**The task**
Below are some entries. Repeat exactly the lines from the one with "index dip: (465, 328)" through the one with "pinky tip: (472, 360)", and only those.

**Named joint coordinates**
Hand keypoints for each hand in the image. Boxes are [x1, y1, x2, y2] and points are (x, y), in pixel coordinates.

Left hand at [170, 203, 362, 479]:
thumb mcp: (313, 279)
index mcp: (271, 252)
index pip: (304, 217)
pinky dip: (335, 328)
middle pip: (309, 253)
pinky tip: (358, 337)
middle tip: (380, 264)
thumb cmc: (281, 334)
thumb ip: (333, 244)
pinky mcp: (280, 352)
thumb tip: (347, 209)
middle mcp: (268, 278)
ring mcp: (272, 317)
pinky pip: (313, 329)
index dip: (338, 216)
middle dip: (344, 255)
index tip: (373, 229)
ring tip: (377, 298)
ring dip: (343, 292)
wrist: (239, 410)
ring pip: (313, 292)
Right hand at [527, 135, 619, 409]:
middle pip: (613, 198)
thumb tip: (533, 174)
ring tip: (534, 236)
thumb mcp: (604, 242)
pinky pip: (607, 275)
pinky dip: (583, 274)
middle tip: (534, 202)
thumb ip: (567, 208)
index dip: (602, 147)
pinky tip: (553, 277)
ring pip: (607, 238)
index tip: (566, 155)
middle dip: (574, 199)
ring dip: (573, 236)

...

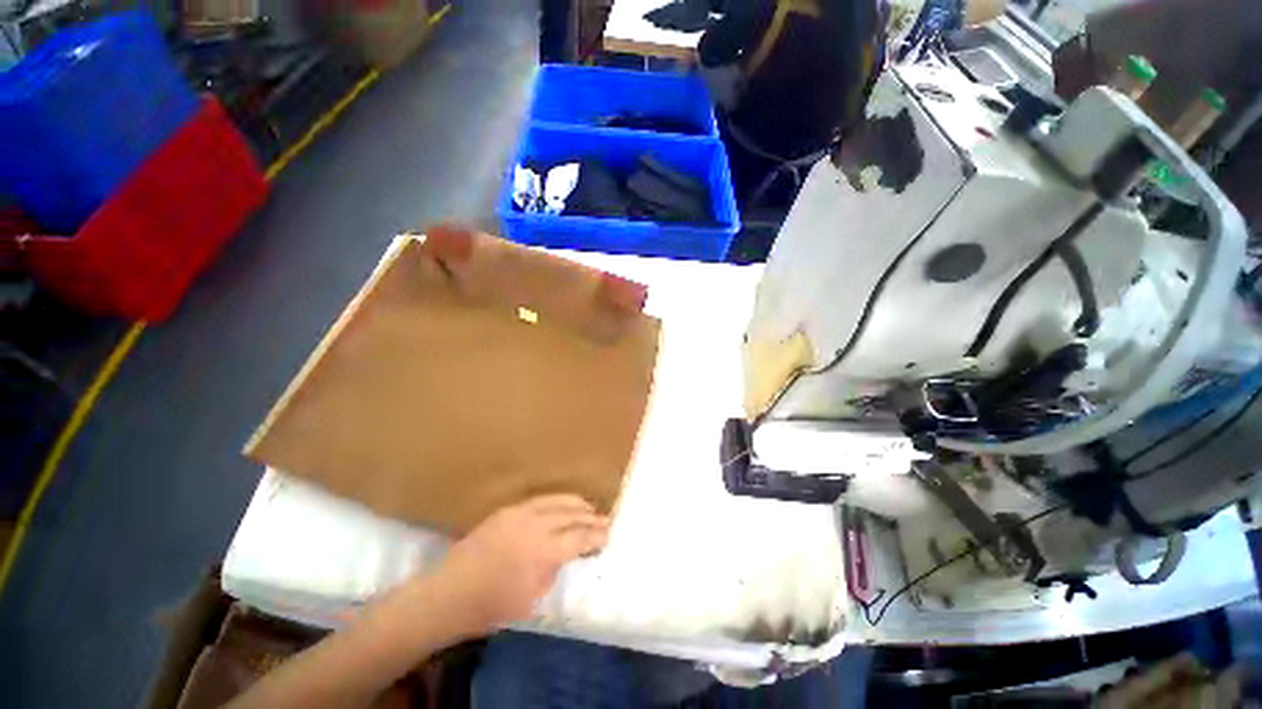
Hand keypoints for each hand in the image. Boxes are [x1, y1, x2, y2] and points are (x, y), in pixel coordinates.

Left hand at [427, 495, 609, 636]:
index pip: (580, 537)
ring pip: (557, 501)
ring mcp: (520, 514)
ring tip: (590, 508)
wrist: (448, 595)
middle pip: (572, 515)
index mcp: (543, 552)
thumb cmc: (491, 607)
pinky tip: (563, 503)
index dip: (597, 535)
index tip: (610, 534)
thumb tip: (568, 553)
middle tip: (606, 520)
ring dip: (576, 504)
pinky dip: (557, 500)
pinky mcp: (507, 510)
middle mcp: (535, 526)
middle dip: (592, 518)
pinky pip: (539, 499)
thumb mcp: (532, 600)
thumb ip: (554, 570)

...

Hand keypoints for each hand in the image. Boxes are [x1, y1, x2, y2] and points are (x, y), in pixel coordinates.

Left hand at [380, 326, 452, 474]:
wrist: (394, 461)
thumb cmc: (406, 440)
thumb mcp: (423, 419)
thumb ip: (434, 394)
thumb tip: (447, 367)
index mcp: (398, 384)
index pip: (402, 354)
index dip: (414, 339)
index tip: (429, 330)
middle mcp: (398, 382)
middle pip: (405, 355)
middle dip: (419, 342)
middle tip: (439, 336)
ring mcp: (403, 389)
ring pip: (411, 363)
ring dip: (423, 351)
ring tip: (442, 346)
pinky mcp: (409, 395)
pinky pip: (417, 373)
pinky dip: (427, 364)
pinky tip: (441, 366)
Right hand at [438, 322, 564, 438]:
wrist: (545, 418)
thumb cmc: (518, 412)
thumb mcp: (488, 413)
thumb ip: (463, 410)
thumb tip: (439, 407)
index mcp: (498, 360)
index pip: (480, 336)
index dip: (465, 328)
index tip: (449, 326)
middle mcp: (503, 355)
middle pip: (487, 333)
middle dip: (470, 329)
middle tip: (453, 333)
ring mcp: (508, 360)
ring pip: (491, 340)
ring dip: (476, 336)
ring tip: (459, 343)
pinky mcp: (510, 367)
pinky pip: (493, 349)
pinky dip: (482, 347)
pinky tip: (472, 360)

**Solution**
index dip: (465, 328)
index tip: (449, 326)
middle mcp: (503, 355)
middle pip: (487, 333)
middle dip: (470, 329)
middle tip: (453, 333)
ring mcp: (508, 360)
ring pip: (491, 340)
ring dip: (476, 336)
ring tip: (459, 343)
pinky mcp: (510, 367)
pinky pip: (493, 349)
pinky dip: (482, 347)
pinky tip: (472, 360)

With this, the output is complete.